As with every good study, the paper by Hilmer et al. raises several questions. Is defenestration also limiting the diffusion of albumin and albumin-bound substances, as occurs in livers with cirrhosis? Was there any difference in oxygen consumption between young and old rat livers? Is the volume of distribution accessible to small chylomicrons in livers of old rats livers similar to the RBCs, i.e., the vascular space? Does this new barrier have any effect on the perfusion pressure through old sinusoids? Unfortunately, RBCs and albumin were not used in these experiments; their distribution in the old livers would have answered most of these questions, since the level of the new barrier may not be due to the defenestrated endothelium but rather to changes in matrix density. Indeed, we have shown that the extravascular matrix was more important than the endothelial lining integrity in the sieving function of the sinusoidal endothelium of rat livers subjected to extensive cold preservation.28 The other questions were not addressed in the present paper.

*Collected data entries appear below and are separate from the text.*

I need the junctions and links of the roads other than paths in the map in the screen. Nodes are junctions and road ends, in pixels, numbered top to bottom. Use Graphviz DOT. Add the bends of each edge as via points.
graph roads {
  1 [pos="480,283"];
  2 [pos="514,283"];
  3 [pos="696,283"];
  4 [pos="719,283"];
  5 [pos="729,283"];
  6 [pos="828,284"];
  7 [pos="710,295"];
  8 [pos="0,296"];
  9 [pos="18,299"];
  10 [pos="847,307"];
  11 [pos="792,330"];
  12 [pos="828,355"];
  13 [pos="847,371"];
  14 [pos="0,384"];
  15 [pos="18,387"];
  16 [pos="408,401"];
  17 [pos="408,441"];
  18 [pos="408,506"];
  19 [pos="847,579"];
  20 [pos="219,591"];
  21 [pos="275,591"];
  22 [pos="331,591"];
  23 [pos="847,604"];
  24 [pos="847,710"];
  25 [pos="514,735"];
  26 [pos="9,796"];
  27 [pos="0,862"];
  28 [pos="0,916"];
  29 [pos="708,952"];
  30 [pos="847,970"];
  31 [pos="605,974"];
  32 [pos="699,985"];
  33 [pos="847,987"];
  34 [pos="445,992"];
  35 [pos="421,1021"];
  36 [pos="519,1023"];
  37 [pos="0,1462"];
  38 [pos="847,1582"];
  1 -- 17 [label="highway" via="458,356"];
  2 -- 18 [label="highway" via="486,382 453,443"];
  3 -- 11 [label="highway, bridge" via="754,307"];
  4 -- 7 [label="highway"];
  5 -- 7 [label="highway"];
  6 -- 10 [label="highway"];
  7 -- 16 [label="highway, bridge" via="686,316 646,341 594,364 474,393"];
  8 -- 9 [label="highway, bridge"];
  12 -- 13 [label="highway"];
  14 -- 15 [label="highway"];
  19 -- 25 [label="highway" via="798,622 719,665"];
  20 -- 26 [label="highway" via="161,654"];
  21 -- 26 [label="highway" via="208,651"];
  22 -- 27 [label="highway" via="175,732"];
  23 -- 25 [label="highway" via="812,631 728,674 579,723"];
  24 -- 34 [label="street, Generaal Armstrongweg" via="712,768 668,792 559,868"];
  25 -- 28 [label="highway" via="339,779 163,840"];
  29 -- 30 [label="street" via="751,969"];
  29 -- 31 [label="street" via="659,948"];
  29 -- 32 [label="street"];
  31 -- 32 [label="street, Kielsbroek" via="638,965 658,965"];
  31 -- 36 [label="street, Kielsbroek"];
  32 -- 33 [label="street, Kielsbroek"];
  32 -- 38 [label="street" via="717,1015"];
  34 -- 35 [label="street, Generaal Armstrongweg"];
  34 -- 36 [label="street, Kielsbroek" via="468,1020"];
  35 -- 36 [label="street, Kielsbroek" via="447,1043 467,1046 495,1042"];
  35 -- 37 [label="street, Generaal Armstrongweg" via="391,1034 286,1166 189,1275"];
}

Can these findings in experimental animals be extrapolated to the aged human liver? First, are we sure that pseudocapillarization really occurs in aging human livers? Excellent studies (although “old” ones) performed using transmission EM did not report any significant ultrastructural abnormalities in this population22, 23 and micrographs published recently by McLean et al.23 are not fully convincing, except for the increased collagen content of the space of Disse. However, scanning EM studies, the best approach to evaluate defenestration, were never performed in old human livers, as done in old animal livers, most probably due to the difficulty in applying this technique, particularly perfusion with fixative, to old human livers. With the advent of liver transplantation, particularly with old organ donors, studies with this important technique should be feasible without having to perfuse the whole liver.29

Although the anatomical abnormalities found in cirrhosis, together with their effects on hepatic metabolism, are well established, the anatomical abnormalities found in aging rat livers remain to be corroborated in humans, and their relationship to possible metabolic consequences is still unresolved. There are impressive similarities between both conditions; undoubtedly, liver transplantation using older donors could provide clues to the questions raised. Indeed, because of the shortage of “young” donors, the age limit for liver donation has been raised up to 80 years in certain parts of the world.30, 31 If these livers suffer from pseudocapillarization, the recipients could develop metabolic abnormalities, particularly atherosclerosis, according to the hypothesis proposed by Le Couteur26 This complication has not yet been reported in recipients of old livers but, most probably, has not been thoroughly examined. Most patients with cirrhosis should have extensive atherosclerosis with their capillarized sinusoids, which does not appear to be the case: if anything, patients with cirrhosis appear to be protected from the cardiovascular complications of atherosclerosis.32, 33 Indeed, the prevalence of ischemic stroke was reduced in advanced liver diseases and the presence and severity of atherosclerotic plaques in carotid and vertebral arteries was similar in patients with cirrhosis and in age-matched controls.33

Finally, the mechanism of pseudocapillarization remains to be elucidated. In an intriguing experiment, Modis and Martinez-Hernandez34 have shown that following implantation of rat liver fragments into quail embryos, the quail capillaries assume a sinusoidal phenotype with fenestrations and absence of basement membrane. These results suggest that hepatocytes modulate the phenotype of endothelial cells, possibly through the secretion of vascular growth factors, which could decrease with age.